- Die Messtechnik in der Chlorproduktion darf keine unerwünschten Reaktionen im Prozess zulassen und muss zugleich den aggressiven Eigenschaften des Produkts wider-
stehen. - Eine zuverlässige Lösung zur Drucküberwachung bilden Druckmittlersysteme vorwiegend mit Prozesstransmittern und mit aufgabenspezifischen Werkstoffen für die mess-stoffberührten Teile.
- Für besonders neuralgische Messstellen im Prozess empfiehlt sich eine Ausführung mit integrierter Membranbruchüberwachung.

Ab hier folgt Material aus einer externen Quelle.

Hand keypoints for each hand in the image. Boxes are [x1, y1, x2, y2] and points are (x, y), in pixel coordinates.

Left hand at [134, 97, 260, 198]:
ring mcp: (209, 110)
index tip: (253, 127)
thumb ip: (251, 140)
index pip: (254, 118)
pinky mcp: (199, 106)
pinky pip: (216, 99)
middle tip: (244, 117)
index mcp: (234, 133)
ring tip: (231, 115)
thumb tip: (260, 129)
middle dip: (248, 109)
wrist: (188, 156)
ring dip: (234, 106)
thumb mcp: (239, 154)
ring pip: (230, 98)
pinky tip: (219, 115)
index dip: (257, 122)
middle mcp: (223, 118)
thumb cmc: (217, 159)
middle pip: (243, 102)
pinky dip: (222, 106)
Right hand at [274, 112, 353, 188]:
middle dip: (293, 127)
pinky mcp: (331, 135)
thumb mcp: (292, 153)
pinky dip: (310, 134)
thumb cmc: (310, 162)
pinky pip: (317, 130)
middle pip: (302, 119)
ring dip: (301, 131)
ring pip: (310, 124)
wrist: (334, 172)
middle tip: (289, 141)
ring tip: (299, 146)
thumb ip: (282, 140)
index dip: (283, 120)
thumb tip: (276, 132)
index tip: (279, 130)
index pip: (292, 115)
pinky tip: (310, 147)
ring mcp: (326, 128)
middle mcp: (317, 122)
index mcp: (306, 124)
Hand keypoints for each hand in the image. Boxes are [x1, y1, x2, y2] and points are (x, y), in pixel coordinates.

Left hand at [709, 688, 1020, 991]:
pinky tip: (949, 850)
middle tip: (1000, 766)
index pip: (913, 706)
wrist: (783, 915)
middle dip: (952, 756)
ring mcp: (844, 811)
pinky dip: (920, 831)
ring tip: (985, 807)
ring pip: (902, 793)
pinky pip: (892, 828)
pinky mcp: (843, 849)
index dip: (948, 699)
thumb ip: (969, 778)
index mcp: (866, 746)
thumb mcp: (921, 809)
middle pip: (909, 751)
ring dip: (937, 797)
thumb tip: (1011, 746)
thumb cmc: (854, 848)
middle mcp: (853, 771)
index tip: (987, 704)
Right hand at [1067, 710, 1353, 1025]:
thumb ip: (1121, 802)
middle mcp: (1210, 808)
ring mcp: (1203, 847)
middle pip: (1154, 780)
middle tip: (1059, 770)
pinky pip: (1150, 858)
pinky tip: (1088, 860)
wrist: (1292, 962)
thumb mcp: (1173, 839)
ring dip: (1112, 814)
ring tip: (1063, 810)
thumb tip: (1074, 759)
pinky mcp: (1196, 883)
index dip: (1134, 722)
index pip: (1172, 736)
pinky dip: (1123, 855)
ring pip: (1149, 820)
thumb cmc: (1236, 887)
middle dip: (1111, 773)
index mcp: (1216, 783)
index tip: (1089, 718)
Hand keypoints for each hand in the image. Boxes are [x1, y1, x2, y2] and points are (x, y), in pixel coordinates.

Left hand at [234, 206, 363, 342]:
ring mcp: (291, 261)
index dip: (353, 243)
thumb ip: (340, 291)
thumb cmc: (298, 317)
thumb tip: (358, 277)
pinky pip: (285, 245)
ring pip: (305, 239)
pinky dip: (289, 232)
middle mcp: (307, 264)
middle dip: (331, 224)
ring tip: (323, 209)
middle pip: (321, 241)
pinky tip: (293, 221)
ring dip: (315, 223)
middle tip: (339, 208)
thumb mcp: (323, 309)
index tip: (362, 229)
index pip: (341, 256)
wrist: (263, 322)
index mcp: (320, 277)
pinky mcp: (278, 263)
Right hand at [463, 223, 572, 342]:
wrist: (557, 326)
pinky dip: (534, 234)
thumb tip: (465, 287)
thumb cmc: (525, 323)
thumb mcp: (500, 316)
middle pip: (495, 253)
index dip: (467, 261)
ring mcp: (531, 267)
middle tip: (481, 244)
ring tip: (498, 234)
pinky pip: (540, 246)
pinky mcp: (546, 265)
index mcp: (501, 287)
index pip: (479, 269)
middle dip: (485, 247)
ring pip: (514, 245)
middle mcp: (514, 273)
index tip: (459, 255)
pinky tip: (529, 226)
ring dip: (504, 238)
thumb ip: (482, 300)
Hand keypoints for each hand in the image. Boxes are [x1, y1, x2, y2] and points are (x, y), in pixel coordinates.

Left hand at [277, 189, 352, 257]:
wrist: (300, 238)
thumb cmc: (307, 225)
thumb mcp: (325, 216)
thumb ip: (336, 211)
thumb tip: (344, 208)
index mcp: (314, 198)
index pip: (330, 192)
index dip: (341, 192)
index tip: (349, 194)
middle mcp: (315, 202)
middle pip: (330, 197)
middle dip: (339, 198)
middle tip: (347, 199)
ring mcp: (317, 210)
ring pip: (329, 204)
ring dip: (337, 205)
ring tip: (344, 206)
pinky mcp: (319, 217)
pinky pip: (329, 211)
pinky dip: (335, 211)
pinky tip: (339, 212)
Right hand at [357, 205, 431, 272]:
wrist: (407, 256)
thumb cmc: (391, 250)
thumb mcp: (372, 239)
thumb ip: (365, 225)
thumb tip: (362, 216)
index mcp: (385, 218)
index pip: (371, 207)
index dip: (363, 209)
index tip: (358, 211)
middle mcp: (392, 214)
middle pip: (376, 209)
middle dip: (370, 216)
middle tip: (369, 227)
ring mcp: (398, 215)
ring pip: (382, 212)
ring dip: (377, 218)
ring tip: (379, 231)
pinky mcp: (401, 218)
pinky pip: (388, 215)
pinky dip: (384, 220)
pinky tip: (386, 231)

Durch seinen praktischen Nutzen kommt Chlor (Cl2) seit seiner Entdeckung vor mehr als 200 Jahren in zahlreichen Anwendungen zum Einsatz. Wegen seiner umwelt- und gesundheitsgefährdenden Eigenschaften wird Cl2 jedoch in bestimmten Bereichen zunehmend durch andere Stoffe wie Ozon oder Wasserstoffperoxid ersetzt – zum Beispiel bei der Trinkwasseraufbereitung oder der Papierbleiche. In der chemischen Industrie ist der Stoff jedoch nach wie vor unverzichtbar, vor allem als Grundstoff für PVC – außerdem spielt er in der Arzneimittel-Produktion eine bedeutende Rolle.
Richtiger Werkstoff für messstoffberührte Teile
Aufgrund der hohen Reaktivität von Chlor, die zum Beispiel in Verbindung mit organischen Substanzen wie Schmierfetten oder Füllflüssigkeiten explosionsartig auftreten kann, ist der Herstellungsprozess strengen Sicherheitsanforderungen unterworfen. Auch die Messtechnik, die in den einzelnen Verfahrensschritten zum Einsatz kommt, muss dementsprechend ausgelegt werden. Die Instrumentierung zur Drucküberwachung reicht dabei vom hochgenauen Prozesstransmitter mit Selbstdiagnosefunktion bis zum Manometer für eine fremdenergiefreie Vor-Ort-Anzeige, häufig auch redundant aufgebaut, als Back-up.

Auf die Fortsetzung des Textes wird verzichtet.